Il y a même l'histoire d'autres petits malins qui ont installé des tentes dans différents camps de manière à récupérer le plus possible au niveau de l'aide distribuée. Les cartes pour la nourriture sont aussi l'objet de pas mal de trafic. La chance, c'est qu'avec tout le riz, momentanément, en circulation, le commerce de cette denrée trafiquée, momentanément, se ralentit. Mais comme tout cela ne peut être que momentané et comme notre président, soucieux de certains intérêts, veut défendre la « production nationale » en ralentissant l'aide, on peut s'attendre bien vite à une reprise très profitable. Il faut se défendre comme on dit dans notre savoureux langage.

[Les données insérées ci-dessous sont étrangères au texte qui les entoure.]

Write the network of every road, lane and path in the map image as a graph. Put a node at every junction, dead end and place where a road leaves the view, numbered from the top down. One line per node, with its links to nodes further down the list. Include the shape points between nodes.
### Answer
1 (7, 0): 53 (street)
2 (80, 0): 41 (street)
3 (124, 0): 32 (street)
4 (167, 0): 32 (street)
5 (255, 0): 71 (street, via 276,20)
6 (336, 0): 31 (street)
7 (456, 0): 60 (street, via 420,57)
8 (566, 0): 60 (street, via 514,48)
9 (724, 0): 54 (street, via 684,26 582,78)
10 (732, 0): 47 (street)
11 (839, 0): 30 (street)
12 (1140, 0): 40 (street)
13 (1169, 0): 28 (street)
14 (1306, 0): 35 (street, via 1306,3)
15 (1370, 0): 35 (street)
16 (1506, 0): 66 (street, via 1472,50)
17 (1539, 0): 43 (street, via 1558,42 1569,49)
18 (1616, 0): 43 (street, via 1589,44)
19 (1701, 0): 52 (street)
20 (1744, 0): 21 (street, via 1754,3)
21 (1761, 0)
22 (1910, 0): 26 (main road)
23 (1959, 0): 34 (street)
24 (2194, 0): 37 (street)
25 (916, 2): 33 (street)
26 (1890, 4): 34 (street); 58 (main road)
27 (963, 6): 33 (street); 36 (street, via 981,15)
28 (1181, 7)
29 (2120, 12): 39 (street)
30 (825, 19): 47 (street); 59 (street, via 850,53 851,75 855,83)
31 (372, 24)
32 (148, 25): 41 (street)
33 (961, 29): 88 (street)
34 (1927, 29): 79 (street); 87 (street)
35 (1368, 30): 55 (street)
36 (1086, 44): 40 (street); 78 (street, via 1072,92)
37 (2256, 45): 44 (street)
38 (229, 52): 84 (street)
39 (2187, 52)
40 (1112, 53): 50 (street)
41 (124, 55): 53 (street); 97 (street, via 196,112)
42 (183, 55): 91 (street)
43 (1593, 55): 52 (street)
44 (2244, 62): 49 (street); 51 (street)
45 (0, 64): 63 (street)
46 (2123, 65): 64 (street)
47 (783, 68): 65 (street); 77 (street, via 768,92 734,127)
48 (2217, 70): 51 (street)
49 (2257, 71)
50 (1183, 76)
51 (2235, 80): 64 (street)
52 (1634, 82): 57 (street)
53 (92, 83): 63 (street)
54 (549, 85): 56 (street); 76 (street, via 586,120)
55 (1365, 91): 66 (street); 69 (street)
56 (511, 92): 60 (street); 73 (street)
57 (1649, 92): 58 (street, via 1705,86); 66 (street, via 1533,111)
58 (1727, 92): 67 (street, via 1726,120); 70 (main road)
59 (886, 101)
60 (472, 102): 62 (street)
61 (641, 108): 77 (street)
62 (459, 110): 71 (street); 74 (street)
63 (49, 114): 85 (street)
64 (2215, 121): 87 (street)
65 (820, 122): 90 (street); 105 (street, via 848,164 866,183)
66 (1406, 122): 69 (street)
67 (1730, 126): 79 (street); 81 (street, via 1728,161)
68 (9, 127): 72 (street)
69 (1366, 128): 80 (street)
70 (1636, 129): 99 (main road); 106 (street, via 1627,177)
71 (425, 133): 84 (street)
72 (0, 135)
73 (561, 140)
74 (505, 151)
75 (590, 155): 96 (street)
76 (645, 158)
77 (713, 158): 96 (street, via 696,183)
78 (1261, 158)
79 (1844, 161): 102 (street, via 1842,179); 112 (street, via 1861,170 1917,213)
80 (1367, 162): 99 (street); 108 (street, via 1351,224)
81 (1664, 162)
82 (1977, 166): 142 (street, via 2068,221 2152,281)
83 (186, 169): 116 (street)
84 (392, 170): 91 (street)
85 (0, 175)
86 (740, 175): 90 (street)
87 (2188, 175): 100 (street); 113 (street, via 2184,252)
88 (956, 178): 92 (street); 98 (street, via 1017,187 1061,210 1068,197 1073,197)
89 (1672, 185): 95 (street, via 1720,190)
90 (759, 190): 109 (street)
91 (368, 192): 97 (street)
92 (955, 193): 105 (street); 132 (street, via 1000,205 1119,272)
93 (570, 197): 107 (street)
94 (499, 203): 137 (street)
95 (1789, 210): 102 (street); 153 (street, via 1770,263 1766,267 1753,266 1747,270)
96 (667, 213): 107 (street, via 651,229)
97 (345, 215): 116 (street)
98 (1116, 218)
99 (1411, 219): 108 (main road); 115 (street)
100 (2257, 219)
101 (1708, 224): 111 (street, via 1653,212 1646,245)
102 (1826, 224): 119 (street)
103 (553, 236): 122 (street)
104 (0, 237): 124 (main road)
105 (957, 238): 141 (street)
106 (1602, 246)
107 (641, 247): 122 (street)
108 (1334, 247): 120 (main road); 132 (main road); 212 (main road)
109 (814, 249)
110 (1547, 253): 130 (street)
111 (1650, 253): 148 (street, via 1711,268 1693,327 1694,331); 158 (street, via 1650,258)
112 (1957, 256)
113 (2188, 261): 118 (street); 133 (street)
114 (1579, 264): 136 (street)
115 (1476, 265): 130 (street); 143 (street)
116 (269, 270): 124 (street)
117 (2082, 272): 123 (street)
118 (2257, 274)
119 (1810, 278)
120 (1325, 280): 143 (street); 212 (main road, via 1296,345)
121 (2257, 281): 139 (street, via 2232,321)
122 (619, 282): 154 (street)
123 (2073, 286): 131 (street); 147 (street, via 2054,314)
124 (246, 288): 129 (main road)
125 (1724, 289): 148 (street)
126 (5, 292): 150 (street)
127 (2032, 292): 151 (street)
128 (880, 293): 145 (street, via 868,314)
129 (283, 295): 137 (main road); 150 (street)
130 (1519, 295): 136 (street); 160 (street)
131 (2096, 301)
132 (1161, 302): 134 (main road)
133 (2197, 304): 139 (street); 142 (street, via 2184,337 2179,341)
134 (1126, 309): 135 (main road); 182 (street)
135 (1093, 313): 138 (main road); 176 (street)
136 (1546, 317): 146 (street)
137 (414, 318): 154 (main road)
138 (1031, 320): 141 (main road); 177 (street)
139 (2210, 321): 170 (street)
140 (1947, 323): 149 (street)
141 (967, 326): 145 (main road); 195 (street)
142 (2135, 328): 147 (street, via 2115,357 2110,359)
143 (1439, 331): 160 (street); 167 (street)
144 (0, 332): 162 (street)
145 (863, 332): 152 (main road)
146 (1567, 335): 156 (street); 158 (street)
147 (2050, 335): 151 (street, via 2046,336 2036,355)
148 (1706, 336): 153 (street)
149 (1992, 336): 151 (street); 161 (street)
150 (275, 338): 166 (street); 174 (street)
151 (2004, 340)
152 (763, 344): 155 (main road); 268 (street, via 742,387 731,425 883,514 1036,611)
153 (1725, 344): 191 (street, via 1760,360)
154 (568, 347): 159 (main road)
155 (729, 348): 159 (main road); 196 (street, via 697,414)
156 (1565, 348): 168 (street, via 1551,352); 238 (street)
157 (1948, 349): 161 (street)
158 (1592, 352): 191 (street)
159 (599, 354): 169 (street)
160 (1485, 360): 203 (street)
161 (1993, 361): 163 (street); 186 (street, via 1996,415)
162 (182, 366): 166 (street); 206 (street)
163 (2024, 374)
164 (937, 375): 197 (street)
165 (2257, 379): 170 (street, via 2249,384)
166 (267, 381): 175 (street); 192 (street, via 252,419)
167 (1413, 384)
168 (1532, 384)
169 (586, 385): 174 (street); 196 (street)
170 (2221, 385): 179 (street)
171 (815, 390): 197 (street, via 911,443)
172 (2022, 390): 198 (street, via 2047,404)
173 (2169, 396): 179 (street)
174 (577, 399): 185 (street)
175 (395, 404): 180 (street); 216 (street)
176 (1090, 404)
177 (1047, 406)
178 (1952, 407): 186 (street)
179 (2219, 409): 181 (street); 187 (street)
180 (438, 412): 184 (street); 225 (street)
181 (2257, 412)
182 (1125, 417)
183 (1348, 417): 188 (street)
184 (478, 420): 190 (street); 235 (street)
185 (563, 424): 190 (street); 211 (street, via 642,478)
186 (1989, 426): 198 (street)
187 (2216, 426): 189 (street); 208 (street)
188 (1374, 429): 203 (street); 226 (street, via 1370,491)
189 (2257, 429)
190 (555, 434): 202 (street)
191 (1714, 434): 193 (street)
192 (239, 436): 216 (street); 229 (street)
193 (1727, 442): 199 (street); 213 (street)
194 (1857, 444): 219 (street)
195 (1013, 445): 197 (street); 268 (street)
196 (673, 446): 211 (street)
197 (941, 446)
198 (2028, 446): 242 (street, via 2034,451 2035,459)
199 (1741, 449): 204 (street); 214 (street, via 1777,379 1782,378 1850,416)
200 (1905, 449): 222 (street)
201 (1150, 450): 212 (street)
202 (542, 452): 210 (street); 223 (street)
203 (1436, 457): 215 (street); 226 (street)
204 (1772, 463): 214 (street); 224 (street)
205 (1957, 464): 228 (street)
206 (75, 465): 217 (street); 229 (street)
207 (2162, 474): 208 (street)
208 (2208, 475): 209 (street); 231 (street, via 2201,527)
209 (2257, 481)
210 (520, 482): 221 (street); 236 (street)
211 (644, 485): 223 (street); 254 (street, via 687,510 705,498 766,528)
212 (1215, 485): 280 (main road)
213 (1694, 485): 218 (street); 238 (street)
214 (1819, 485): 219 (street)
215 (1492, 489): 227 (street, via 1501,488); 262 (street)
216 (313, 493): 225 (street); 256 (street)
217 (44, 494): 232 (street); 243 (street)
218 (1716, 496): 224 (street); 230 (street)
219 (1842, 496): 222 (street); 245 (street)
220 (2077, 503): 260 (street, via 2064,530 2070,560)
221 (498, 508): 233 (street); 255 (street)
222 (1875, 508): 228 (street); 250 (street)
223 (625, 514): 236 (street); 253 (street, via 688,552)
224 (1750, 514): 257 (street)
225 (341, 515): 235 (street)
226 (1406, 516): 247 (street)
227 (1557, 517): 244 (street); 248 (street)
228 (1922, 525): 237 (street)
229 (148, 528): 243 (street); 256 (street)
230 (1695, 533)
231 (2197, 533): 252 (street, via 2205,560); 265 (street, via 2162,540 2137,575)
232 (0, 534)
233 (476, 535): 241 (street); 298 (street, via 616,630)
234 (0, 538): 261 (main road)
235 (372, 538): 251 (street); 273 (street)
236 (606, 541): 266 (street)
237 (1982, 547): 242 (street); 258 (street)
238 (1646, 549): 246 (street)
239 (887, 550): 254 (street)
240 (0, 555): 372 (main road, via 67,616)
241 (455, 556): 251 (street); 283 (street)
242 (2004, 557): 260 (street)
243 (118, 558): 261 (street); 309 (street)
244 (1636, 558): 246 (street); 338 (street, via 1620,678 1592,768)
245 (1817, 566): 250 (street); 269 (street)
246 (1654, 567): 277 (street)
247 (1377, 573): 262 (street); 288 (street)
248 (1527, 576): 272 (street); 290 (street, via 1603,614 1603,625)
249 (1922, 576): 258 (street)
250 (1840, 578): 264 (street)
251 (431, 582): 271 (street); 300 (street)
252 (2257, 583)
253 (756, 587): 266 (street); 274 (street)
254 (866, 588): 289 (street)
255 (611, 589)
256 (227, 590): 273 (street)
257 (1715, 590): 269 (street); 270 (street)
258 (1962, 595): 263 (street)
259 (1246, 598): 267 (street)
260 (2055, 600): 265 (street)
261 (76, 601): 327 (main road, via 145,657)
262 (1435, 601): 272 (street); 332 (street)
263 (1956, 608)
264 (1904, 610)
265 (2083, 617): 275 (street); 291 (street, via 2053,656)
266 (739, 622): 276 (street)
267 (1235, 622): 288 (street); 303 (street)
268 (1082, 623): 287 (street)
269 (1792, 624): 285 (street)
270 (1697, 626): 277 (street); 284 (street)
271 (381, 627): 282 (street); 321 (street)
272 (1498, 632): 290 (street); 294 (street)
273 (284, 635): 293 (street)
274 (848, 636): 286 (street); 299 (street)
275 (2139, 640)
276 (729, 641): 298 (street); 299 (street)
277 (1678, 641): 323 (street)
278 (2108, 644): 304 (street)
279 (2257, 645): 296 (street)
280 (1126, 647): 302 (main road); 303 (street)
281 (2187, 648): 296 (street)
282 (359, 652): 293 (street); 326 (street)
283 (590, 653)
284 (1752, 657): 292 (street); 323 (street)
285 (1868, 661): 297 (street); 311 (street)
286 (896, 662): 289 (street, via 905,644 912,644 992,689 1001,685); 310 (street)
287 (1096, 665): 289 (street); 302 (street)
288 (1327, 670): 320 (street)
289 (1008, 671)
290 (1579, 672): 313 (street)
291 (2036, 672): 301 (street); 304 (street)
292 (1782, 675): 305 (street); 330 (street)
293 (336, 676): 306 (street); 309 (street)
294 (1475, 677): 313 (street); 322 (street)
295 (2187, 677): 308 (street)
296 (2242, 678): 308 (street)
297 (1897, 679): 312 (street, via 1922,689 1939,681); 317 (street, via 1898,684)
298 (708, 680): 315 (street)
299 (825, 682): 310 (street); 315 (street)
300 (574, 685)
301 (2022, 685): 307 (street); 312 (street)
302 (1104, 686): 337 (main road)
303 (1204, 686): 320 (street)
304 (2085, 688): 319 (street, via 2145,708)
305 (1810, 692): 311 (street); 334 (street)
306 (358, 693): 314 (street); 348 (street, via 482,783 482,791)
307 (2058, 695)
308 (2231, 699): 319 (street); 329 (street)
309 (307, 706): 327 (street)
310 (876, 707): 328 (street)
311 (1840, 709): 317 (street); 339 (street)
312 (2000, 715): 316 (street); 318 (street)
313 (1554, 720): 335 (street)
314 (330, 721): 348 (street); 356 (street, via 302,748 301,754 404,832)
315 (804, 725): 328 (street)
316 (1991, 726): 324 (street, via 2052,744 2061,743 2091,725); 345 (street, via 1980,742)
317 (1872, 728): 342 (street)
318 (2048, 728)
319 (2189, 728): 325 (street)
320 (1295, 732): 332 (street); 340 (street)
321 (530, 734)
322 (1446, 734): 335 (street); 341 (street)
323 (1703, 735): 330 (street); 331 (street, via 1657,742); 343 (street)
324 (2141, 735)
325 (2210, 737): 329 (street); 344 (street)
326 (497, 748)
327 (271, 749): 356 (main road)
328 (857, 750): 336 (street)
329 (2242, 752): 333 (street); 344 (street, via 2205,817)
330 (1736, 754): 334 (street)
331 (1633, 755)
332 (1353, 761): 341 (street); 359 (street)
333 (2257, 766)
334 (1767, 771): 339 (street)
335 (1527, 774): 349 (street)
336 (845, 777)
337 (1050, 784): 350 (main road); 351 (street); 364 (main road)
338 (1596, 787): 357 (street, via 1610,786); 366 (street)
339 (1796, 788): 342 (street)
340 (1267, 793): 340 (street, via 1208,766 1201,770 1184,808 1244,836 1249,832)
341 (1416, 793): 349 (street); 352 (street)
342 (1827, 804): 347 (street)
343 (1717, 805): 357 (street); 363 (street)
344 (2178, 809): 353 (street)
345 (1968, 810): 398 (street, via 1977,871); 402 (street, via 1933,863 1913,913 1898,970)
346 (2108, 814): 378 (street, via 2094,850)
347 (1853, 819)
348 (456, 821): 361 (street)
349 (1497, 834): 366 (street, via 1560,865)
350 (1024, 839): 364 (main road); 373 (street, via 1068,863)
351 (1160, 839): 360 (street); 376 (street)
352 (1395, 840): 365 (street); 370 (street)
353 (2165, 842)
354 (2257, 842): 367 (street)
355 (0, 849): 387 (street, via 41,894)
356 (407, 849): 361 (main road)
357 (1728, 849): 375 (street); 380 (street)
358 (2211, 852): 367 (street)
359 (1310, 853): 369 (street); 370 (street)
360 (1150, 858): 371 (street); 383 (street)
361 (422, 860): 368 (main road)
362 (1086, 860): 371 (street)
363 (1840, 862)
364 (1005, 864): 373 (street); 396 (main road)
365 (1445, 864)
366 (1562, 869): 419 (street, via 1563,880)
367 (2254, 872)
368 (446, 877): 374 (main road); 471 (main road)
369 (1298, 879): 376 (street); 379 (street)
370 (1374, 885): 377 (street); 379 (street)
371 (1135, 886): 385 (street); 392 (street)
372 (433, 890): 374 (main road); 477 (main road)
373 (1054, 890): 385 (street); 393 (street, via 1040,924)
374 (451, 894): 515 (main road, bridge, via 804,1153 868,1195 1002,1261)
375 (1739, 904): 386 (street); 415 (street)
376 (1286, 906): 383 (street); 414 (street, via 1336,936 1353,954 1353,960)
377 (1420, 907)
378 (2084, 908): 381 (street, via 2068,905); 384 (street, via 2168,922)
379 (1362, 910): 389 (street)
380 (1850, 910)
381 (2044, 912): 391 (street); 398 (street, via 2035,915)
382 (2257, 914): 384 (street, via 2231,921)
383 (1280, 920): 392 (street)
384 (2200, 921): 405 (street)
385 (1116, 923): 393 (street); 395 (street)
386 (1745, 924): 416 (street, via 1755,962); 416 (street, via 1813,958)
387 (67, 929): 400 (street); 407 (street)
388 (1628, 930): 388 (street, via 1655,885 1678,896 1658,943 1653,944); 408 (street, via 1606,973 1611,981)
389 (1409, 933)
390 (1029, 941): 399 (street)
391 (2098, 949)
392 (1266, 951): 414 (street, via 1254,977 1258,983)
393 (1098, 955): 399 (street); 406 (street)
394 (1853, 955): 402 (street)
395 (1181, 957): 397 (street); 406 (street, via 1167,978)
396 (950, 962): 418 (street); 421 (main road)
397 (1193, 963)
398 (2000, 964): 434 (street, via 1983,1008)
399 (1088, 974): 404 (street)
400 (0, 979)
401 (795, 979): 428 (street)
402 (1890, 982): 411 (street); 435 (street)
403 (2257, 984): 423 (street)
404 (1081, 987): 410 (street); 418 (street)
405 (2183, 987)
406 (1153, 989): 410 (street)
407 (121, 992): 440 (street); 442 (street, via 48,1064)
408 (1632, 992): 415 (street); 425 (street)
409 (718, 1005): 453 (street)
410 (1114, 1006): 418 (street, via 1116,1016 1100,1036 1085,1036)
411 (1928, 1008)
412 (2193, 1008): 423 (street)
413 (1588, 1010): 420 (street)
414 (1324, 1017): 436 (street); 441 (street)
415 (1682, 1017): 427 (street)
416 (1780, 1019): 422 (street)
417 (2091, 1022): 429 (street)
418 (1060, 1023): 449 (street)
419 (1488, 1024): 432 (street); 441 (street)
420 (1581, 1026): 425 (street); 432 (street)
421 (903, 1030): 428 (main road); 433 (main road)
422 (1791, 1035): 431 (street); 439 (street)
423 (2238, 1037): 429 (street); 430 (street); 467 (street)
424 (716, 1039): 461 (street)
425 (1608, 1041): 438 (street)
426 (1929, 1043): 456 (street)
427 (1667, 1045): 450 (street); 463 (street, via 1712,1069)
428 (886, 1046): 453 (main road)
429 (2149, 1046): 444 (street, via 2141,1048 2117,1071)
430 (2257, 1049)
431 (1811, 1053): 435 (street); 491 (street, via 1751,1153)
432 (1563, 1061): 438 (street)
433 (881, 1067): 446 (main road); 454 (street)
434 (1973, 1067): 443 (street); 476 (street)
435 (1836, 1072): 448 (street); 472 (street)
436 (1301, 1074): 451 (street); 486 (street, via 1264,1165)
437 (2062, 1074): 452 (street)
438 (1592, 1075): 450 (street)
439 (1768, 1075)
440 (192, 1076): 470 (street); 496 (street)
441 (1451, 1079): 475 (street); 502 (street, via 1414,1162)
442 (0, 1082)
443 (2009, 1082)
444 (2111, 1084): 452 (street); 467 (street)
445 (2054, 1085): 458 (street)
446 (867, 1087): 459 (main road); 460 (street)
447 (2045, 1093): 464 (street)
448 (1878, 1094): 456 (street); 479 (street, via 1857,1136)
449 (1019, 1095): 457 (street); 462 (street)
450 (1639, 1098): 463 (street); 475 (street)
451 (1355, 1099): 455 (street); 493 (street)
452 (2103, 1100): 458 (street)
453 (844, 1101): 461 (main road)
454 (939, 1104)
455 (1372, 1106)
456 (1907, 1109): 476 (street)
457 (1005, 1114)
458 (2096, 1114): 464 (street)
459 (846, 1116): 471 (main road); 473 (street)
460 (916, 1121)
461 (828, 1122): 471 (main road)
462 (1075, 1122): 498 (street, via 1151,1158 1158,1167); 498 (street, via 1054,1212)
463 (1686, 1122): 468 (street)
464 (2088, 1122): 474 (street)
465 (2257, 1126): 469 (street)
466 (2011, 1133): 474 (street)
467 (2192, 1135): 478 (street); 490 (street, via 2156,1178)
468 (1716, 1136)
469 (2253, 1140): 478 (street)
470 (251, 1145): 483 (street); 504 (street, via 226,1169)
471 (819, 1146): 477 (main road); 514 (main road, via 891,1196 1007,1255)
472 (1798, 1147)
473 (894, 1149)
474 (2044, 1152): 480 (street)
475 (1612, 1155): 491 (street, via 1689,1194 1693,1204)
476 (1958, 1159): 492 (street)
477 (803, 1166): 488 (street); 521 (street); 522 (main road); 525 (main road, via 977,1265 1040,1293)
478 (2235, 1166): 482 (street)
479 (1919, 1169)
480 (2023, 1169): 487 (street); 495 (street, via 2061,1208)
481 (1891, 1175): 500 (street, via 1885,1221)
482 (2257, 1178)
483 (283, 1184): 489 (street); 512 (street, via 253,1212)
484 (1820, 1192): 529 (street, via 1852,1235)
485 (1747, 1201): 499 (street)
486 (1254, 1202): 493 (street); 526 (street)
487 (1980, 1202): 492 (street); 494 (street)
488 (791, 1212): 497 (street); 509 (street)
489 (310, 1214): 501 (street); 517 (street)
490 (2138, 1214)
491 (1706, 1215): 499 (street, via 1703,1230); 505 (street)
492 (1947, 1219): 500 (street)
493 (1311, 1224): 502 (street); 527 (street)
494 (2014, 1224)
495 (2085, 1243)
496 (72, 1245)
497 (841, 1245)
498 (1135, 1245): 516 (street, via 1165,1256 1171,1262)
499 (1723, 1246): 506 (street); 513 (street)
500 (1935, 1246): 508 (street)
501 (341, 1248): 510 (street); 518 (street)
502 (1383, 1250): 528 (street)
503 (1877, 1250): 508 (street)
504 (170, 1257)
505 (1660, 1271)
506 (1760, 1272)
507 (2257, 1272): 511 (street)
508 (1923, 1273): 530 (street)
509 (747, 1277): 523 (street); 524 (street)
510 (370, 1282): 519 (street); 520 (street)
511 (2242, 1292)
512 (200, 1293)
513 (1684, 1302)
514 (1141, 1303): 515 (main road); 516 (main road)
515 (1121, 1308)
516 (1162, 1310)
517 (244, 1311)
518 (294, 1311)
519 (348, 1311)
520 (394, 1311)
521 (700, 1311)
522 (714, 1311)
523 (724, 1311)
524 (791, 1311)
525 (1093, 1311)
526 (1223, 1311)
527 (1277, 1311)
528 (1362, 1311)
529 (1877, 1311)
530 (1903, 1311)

On s'installe dans une précarité qui est peut-être meilleure que celle d'avant. Dans la précédente, on était inexistant aux yeux de l'État. Maintenant, on est visible aux yeux des étrangers et on devient une mine d'or pour les grands malins qui aiment bien les catastrophes. Le Champ de Mars, la nuit, a l'ébullition d'une cour des miracles. C'est la grande promiscuité des fêtes champêtres haïtiennes où les souffrances, le mépris s'oublient dans un corps à corps forcené avec la nuit, avec les ténèbres. On y fait le commerce de tout, du frais et du moins frais, du naturel et du conservé, de l'enfumé, du braisé, dans une ambiance où les vapeurs d'ammoniaque se mêlent à d'autres plus insupportables, mais que nos nez, si habitués, à la corruption ne peuvent plus capter. Il y a des citoyens qui y vont pour cette ambiance de fin du monde, mais combien excitante dans notre culture du chaos.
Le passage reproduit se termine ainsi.